Just past the valet drop, there was a small red carpet where attendees could stop and have their picture taken. The event included well-stocked bars and a live band that later in the evening played a version of the Black-Eyed Pea's song "I Gotta Feeling"
Attendees watched highlights from University Hospital's 150-year-old history. They witnessed a crowd-pleasing mock operation on stage, watched a choral performance, and heard from hospital leaders like UH Chief Executive Tom Zenty.
"This was intended to be a conversation about what we have done in the past century and half. How we started in 1866 and how .. we have not deviated much from our mission," Zenty said in a brief interview after speaking on stage. "We were created by the community for the community. We're still very much supported by the community and we're here to take care of the communities that we serve."
On stage, Zenty had called UH a "super-regional system." Afterwards, Zenty talked a bit of business.
The system's operating income rose more than 10 percent year-over-year. In 2015, UH earned $93.6 million on $3.29 billion dollars in operating revenue, according to the annual report released before the meeting.
"Last year was a good year financially for us, we focused on efficiency improvements, we focused on integrating the new hospitals that recently just joined University Hospitals," Zenty said. "We focused on making sure we will be integrating those hospitals especially well, but not just the inpatient side. As I just mentioned, the ambulatory component, other outpatient services, home health and the full range of services we provide across our system."

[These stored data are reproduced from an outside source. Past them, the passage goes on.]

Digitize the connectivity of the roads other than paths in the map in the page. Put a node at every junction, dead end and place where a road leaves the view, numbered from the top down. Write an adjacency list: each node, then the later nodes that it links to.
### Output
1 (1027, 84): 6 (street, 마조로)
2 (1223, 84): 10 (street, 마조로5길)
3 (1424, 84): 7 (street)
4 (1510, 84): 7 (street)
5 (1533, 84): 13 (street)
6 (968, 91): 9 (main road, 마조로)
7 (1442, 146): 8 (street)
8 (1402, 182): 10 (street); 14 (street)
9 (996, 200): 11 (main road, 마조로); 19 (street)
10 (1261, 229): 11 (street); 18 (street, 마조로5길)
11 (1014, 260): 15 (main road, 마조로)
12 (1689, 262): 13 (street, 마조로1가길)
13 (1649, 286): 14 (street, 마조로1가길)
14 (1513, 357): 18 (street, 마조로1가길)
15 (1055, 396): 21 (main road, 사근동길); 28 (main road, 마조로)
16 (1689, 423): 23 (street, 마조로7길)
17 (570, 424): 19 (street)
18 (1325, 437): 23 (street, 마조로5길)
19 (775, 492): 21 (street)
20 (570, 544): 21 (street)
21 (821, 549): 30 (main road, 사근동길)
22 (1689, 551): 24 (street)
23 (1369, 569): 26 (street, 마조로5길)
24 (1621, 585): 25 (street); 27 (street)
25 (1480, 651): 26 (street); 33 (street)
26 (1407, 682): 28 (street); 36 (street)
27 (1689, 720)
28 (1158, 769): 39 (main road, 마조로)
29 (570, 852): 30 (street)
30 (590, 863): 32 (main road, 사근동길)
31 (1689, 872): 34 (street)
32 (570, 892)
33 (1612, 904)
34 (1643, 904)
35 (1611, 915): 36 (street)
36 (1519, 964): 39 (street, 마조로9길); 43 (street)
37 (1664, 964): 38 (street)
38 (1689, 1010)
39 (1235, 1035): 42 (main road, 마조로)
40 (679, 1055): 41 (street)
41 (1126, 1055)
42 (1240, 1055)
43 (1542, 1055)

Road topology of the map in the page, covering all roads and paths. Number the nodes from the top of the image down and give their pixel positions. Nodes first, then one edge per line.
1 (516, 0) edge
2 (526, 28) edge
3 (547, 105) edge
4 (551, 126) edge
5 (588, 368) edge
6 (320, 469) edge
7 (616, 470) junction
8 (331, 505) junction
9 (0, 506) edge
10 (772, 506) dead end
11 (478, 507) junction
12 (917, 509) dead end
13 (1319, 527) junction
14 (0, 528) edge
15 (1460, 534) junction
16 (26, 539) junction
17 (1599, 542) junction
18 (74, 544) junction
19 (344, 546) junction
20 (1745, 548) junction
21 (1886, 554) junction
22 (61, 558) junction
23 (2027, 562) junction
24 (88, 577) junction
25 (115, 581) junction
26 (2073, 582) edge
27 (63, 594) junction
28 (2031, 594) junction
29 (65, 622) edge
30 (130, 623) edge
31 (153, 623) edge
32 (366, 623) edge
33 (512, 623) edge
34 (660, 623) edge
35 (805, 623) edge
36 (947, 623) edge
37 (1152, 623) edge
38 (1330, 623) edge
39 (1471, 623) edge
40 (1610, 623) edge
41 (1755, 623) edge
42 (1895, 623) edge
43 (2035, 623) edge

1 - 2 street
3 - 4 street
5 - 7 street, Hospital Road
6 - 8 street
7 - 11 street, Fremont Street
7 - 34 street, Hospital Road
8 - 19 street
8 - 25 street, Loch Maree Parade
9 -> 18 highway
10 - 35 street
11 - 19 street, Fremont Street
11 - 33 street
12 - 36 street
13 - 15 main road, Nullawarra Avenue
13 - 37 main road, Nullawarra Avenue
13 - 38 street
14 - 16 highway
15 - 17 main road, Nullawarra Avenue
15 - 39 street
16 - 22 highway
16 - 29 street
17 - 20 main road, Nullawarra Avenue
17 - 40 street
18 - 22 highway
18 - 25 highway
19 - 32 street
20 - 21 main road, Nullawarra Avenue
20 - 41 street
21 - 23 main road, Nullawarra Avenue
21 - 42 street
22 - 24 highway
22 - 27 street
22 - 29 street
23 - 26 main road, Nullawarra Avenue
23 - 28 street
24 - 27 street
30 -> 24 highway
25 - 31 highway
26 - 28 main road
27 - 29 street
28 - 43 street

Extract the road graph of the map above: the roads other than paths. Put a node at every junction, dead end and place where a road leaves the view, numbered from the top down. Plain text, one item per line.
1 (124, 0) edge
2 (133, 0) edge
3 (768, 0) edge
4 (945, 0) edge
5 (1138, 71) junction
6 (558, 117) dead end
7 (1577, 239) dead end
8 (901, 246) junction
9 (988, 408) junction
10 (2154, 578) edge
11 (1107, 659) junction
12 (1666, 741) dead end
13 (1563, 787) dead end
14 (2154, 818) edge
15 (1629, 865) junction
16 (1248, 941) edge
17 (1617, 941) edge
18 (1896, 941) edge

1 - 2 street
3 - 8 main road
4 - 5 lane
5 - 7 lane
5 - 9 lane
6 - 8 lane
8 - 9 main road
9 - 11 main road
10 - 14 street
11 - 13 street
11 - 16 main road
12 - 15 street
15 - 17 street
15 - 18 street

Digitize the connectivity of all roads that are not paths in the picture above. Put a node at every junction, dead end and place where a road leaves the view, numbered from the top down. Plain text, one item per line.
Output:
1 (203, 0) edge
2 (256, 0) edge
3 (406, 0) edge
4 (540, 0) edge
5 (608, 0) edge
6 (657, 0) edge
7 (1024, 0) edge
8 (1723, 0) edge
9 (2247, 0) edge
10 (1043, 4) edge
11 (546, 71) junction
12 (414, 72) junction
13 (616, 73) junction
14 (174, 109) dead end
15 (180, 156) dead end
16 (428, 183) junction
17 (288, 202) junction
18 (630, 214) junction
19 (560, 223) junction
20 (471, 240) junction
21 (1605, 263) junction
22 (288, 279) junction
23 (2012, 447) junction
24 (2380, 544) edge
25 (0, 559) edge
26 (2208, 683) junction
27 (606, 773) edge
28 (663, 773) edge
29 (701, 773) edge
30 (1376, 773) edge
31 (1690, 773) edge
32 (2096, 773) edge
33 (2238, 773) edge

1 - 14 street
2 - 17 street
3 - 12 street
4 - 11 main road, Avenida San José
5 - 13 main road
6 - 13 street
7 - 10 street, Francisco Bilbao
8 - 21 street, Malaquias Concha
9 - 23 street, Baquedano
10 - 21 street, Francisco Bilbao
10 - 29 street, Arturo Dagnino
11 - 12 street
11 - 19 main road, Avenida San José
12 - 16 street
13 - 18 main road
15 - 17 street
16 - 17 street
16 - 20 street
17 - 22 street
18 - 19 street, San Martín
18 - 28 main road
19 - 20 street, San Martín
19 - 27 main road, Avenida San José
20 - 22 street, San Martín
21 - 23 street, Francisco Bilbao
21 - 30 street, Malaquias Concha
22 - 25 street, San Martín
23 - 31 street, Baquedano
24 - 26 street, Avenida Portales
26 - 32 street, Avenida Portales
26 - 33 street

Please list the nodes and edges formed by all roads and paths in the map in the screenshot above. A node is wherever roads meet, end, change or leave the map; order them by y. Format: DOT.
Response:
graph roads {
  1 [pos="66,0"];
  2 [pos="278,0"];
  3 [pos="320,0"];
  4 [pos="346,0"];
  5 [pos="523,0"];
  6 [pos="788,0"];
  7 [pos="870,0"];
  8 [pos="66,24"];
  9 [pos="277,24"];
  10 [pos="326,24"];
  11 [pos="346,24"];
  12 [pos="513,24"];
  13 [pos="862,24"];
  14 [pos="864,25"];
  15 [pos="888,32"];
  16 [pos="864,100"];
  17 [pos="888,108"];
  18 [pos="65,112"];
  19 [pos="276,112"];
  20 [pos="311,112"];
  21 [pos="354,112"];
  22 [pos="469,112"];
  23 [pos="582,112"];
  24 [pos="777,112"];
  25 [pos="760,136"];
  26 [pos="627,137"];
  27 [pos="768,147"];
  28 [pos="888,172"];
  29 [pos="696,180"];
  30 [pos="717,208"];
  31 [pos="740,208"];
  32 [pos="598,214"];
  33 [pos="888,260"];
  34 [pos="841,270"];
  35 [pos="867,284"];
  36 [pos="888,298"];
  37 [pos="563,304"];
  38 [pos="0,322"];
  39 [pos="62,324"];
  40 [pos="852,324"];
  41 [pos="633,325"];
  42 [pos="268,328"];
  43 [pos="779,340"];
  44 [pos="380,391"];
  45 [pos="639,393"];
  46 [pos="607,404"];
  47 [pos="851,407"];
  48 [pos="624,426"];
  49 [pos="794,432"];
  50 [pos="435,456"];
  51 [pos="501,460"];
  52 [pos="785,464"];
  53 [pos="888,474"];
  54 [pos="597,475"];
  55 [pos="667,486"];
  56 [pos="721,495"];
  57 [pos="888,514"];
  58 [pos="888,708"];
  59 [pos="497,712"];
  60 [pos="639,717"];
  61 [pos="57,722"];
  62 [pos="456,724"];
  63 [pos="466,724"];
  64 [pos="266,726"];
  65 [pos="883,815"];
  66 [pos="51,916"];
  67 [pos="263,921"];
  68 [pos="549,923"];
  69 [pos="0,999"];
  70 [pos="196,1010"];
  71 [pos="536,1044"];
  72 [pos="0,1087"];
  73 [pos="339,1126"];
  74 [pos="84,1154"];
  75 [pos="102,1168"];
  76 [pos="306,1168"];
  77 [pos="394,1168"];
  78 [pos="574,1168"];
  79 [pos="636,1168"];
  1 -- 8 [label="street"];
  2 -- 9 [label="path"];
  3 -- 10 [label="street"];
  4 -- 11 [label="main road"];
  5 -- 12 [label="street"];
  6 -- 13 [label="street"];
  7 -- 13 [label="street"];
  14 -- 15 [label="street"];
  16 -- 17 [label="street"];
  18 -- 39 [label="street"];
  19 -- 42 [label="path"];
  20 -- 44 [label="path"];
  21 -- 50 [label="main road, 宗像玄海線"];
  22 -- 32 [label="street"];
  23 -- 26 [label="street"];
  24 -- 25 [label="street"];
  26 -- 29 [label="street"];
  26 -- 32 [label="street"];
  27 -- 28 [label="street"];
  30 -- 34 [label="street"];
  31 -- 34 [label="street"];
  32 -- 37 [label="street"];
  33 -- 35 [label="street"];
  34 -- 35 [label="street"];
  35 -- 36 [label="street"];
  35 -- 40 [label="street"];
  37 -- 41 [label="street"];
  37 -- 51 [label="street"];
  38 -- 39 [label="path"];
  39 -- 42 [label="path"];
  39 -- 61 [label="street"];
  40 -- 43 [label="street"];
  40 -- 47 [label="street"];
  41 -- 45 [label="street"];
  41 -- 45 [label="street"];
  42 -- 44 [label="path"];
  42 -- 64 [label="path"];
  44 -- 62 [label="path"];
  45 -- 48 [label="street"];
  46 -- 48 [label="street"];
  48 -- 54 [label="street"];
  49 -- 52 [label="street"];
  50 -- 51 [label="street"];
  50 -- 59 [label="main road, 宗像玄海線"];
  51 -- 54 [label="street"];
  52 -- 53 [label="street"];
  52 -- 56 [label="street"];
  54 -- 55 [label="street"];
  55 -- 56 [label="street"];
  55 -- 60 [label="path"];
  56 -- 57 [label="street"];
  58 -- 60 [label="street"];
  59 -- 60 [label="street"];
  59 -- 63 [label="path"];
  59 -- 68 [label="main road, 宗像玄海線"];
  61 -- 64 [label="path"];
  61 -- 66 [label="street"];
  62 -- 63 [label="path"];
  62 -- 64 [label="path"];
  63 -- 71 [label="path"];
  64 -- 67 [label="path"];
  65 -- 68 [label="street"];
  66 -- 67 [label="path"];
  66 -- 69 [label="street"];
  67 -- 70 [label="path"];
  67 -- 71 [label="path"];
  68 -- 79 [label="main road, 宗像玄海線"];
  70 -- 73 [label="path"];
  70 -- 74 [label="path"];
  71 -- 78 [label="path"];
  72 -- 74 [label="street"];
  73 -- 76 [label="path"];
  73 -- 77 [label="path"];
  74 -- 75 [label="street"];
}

UH now has 18 hospitals, after adding three last year. That's in addition to more than 40 outpatient locations and its home health services. The system also added staff and patients as well as increased its spending on medical research.
"We continue to grow and expand in ways that are not always along traditional lines," he said.
As the interview ended, the band outside the audotrium geared up for the rest of the evening and began singing "tonight's going to be a good night."